Start by fingering the outside
Avoid randomly sticking your fingers inside her anus. Always start slow and give her time to relax. If she’s tense or uncomfortable, it’s not going to feel good, and she’ll likely want to avoid ever trying it again.
Slowly massage the area with your fingers and gently insert your fingers inside. She might unconsciously tense up. Gently continue massaging the area without trusting your fingers.
Use circular motions and gentle massages until the area slowly opens up. Continuously reapply lube and allow her to pull you deeper into her.
Use a sex toy

Use any sex toy with care. Keep everything slow and gentle, especially at the beginning.
Insert a vibrating butt plug or dildo while she’s on her back. Get on top of her and insert your penis into her vagina for double penetration. It’s one of the most pleasurable and unique experiences you can have with a woman because you and her will feel the vibrations!
You can also try gently massaging her anus with your finger while she holds a vibrator to her clit. Alternatively, she can insert a Yoni egg or Ben Wa Balls into her pussy while you penetrate or massage her anus.
What Are the Best Positions for Anal Sex?
Keep things low pressure. If she wants to slow down or stop altogether, ensure she feels safe asking for that. When in doubt, just grab some more lube!
Ask her to lay on her back

Many guys think the best position is ass in the air – wrong. She’s better off on her back with pillows under her head and ass.
Place a towel down under her, just in case. Anal sex is not dirty, but occasionally things happen or slip out. Dark-colored towels are better than white ones because if things get messy, you can hide it. Don’t make a spectacle of it; that would only embarrass her and probably put her off of anal sex for a long time.
Doggie with extra care
You fuck her in doggie style or have her lay on her stomach with a pillow under. Place your hand on her back and give her a massage as you fuck her.
We do not recommend doggy to start because the lubricant and juices from her ass can flow down into her vaginal area, which can cause a lot of trouble for her later on. The anal canal has bacteria you do not want to introduce to her vagina.

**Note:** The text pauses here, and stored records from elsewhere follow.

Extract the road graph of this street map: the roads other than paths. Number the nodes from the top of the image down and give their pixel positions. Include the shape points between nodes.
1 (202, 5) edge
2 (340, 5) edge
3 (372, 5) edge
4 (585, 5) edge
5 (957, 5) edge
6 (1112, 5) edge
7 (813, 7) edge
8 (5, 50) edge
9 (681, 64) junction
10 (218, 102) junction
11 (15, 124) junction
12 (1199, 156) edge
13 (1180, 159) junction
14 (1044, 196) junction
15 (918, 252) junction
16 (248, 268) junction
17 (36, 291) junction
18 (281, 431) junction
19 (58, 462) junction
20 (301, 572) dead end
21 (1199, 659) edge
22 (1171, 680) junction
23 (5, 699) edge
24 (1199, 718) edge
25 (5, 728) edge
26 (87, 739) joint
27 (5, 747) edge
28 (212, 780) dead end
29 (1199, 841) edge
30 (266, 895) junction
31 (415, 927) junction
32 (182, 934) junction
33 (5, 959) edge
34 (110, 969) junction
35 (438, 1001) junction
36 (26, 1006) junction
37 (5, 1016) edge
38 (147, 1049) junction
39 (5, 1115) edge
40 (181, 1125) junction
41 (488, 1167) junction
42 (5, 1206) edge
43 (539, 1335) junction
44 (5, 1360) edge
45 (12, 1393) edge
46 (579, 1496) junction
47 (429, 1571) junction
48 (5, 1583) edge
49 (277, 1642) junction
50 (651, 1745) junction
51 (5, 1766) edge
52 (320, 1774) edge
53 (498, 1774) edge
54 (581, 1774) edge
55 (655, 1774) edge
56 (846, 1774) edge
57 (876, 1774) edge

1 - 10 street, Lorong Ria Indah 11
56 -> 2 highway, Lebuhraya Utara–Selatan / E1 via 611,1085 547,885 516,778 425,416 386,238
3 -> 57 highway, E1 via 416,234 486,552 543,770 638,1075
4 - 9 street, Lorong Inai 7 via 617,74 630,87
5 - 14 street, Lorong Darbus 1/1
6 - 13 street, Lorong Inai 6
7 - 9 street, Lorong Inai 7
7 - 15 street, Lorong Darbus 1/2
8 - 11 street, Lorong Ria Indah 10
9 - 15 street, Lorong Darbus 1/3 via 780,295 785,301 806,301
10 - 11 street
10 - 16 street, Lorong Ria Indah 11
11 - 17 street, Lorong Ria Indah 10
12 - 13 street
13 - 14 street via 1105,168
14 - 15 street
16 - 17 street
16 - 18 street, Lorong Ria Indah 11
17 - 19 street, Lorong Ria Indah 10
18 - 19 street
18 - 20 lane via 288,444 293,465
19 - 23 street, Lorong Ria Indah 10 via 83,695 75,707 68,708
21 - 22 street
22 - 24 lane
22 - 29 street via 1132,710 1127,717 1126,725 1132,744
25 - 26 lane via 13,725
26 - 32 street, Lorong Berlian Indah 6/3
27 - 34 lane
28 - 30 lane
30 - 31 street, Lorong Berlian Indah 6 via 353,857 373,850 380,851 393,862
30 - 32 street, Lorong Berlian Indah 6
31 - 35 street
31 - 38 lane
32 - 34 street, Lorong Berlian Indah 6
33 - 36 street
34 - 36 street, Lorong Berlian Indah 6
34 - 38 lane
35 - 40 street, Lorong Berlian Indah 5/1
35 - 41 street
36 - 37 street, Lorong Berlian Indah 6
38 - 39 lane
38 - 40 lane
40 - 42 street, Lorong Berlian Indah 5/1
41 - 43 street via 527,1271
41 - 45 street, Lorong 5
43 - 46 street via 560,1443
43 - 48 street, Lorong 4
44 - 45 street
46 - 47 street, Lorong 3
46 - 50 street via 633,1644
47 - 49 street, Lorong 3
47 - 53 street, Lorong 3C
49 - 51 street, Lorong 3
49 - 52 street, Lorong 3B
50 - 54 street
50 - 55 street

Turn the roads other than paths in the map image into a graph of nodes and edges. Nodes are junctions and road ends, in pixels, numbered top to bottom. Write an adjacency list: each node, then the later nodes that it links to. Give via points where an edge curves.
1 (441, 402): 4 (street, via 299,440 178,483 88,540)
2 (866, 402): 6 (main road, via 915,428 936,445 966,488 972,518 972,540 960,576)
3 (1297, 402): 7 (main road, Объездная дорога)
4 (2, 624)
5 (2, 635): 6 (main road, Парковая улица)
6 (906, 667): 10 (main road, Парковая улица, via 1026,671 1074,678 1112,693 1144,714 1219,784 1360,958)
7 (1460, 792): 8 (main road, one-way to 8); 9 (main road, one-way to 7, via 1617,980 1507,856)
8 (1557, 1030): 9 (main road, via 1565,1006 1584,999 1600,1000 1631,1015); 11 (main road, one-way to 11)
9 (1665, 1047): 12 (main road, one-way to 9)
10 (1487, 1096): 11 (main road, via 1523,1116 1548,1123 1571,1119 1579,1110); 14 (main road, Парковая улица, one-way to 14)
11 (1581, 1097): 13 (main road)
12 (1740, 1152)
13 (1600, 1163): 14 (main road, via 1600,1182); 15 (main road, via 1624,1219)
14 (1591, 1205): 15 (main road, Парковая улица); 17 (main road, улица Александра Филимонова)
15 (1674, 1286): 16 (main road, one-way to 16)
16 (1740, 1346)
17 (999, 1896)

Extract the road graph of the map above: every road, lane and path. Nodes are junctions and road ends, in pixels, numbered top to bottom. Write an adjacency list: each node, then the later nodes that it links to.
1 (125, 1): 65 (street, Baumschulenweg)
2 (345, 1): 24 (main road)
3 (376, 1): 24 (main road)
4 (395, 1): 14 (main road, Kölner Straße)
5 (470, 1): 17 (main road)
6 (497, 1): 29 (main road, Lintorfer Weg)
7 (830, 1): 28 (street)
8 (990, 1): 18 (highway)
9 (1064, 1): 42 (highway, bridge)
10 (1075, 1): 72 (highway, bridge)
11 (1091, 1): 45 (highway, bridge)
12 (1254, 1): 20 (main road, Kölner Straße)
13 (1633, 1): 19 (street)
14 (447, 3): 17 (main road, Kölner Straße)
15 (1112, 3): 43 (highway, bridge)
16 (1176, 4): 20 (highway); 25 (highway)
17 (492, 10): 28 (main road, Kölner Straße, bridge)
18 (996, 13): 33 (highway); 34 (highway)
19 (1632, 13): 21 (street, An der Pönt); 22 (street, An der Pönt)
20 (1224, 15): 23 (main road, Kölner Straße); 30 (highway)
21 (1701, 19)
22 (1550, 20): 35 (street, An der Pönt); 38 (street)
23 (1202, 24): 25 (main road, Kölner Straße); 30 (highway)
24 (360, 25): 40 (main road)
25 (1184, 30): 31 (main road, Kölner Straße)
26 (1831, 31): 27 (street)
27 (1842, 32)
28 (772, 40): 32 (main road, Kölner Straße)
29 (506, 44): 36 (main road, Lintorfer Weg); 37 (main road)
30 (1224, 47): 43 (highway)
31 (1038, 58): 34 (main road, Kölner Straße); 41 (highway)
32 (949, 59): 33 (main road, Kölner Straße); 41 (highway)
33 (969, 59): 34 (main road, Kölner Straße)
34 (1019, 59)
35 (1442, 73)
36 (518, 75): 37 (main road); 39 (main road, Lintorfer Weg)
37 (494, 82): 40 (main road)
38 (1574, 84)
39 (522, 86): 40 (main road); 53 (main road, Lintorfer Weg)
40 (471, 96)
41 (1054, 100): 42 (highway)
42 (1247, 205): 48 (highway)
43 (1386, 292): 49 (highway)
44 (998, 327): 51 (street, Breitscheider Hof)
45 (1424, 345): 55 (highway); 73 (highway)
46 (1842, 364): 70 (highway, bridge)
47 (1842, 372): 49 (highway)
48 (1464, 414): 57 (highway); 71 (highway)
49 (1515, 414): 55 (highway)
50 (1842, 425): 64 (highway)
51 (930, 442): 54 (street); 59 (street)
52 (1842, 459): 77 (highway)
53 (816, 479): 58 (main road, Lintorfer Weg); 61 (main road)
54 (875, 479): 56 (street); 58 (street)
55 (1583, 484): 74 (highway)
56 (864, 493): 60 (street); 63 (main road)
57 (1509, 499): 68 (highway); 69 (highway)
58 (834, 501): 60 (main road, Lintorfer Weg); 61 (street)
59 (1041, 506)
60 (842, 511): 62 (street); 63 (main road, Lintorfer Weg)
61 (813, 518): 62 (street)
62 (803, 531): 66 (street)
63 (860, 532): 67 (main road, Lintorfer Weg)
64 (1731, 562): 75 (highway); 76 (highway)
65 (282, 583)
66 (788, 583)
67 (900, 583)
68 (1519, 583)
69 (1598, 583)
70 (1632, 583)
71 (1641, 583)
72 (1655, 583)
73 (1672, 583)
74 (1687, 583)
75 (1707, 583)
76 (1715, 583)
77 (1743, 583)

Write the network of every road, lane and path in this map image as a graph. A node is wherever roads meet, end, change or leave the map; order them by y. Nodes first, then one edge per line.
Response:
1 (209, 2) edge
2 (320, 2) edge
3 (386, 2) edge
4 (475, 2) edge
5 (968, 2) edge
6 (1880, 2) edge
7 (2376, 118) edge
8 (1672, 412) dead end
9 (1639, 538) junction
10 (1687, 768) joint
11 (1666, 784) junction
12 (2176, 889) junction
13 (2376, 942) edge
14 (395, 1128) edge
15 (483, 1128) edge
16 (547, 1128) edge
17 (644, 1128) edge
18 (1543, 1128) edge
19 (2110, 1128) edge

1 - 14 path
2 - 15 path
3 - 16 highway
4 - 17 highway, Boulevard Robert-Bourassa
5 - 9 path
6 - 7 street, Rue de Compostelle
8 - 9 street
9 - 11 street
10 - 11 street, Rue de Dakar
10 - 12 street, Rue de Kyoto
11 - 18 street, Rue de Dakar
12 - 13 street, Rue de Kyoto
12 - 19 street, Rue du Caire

Be mindful of how wet the area is, or place your fingers right under her anus to stop some juices from flowing downwards into her vagina.
What to Do Afterwards
The aftercare is just as important as the sexual experience itself. Numerous guys will not hear back from a woman because, after sex, they didn’t take the time to care for their partner.
Check in on her throughout sex. After sex, ask her how she feels and what her experience was. Remind her that you care about her and her pleasure. Many women think that men only have sex for themselves, so be the guy that makes his intentions and affection clear.
If she doesn’t stay the night, message her the following day to ask how she’s doing. The message doesn’t have to be long. A simple “I really enjoyed last night, just wanted to check in and see how your feeling?” is enough to make her feel valued and special. When a woman thinks you treat her better than any other man, she will 1000% keep coming back to you. At Sexual Quantum Leap, we want to leave women better and wetter!